*DIRECTIONS FOR THIS TASK*: Restate the records that follow. Every word must match.

----

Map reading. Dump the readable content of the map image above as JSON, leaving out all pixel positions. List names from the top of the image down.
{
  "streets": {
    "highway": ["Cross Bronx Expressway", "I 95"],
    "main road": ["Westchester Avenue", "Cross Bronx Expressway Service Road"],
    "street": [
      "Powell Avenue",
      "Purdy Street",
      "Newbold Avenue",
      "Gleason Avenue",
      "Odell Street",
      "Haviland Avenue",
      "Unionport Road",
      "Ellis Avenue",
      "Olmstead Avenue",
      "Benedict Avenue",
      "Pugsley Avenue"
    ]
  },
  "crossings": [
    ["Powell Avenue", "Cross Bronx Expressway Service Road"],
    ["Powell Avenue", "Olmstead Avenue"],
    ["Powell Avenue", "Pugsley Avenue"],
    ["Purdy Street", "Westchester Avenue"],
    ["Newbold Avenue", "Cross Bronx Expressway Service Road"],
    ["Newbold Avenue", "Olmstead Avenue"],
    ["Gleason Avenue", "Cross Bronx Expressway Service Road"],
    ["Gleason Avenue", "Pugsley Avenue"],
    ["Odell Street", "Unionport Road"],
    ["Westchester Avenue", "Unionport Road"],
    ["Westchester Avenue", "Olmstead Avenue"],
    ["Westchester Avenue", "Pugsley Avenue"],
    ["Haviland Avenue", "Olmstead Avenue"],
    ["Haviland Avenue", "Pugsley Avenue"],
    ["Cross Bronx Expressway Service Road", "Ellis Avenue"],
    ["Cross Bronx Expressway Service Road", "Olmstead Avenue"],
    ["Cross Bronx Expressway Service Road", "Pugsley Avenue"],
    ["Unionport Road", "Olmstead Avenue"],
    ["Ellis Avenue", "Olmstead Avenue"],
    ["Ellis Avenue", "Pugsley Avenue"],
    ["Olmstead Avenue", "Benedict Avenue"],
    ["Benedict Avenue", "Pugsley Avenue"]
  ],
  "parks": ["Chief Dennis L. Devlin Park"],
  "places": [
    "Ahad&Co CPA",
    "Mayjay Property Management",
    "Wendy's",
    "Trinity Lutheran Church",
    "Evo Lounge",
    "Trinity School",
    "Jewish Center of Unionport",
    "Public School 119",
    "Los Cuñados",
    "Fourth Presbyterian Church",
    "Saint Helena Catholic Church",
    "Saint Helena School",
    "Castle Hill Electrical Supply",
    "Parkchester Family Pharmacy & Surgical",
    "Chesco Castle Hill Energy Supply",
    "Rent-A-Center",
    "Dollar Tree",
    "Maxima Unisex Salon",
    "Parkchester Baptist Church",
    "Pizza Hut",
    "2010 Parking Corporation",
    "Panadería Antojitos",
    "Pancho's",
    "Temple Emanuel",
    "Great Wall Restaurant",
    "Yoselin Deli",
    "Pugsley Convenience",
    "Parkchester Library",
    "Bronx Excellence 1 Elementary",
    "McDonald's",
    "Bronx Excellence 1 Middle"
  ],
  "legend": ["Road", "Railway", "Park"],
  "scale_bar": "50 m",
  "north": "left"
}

----

*ANSWER TO THE EXERCISE*:
Map reading. Dump the readable content of the map image above as JSON, leaving out all pixel positions. List names from the top of the image down.
{
  "streets": {
    "highway": ["Cross Bronx Expressway", "I 95"],
    "main road": ["Westchester Avenue", "Cross Bronx Expressway Service Road"],
    "street": [
      "Powell Avenue",
      "Purdy Street",
      "Newbold Avenue",
      "Gleason Avenue",
      "Odell Street",
      "Haviland Avenue",
      "Unionport Road",
      "Ellis Avenue",
      "Olmstead Avenue",
      "Benedict Avenue",
      "Pugsley Avenue"
    ]
  },
  "crossings": [
    ["Powell Avenue", "Cross Bronx Expressway Service Road"],
    ["Powell Avenue", "Olmstead Avenue"],
    ["Powell Avenue", "Pugsley Avenue"],
    ["Purdy Street", "Westchester Avenue"],
    ["Newbold Avenue", "Cross Bronx Expressway Service Road"],
    ["Newbold Avenue", "Olmstead Avenue"],
    ["Gleason Avenue", "Cross Bronx Expressway Service Road"],
    ["Gleason Avenue", "Pugsley Avenue"],
    ["Odell Street", "Unionport Road"],
    ["Westchester Avenue", "Unionport Road"],
    ["Westchester Avenue", "Olmstead Avenue"],
    ["Westchester Avenue", "Pugsley Avenue"],
    ["Haviland Avenue", "Olmstead Avenue"],
    ["Haviland Avenue", "Pugsley Avenue"],
    ["Cross Bronx Expressway Service Road", "Ellis Avenue"],
    ["Cross Bronx Expressway Service Road", "Olmstead Avenue"],
    ["Cross Bronx Expressway Service Road", "Pugsley Avenue"],
    ["Unionport Road", "Olmstead Avenue"],
    ["Ellis Avenue", "Olmstead Avenue"],
    ["Ellis Avenue", "Pugsley Avenue"],
    ["Olmstead Avenue", "Benedict Avenue"],
    ["Benedict Avenue", "Pugsley Avenue"]
  ],
  "parks": ["Chief Dennis L. Devlin Park"],
  "places": [
    "Ahad&Co CPA",
    "Mayjay Property Management",
    "Wendy's",
    "Trinity Lutheran Church",
    "Evo Lounge",
    "Trinity School",
    "Jewish Center of Unionport",
    "Public School 119",
    "Los Cuñados",
    "Fourth Presbyterian Church",
    "Saint Helena Catholic Church",
    "Saint Helena School",
    "Castle Hill Electrical Supply",
    "Parkchester Family Pharmacy & Surgical",
    "Chesco Castle Hill Energy Supply",
    "Rent-A-Center",
    "Dollar Tree",
    "Maxima Unisex Salon",
    "Parkchester Baptist Church",
    "Pizza Hut",
    "2010 Parking Corporation",
    "Panadería Antojitos",
    "Pancho's",
    "Temple Emanuel",
    "Great Wall Restaurant",
    "Yoselin Deli",
    "Pugsley Convenience",
    "Parkchester Library",
    "Bronx Excellence 1 Elementary",
    "McDonald's",
    "Bronx Excellence 1 Middle"
  ],
  "legend": ["Road", "Railway", "Park"],
  "scale_bar": "50 m",
  "north": "left"
}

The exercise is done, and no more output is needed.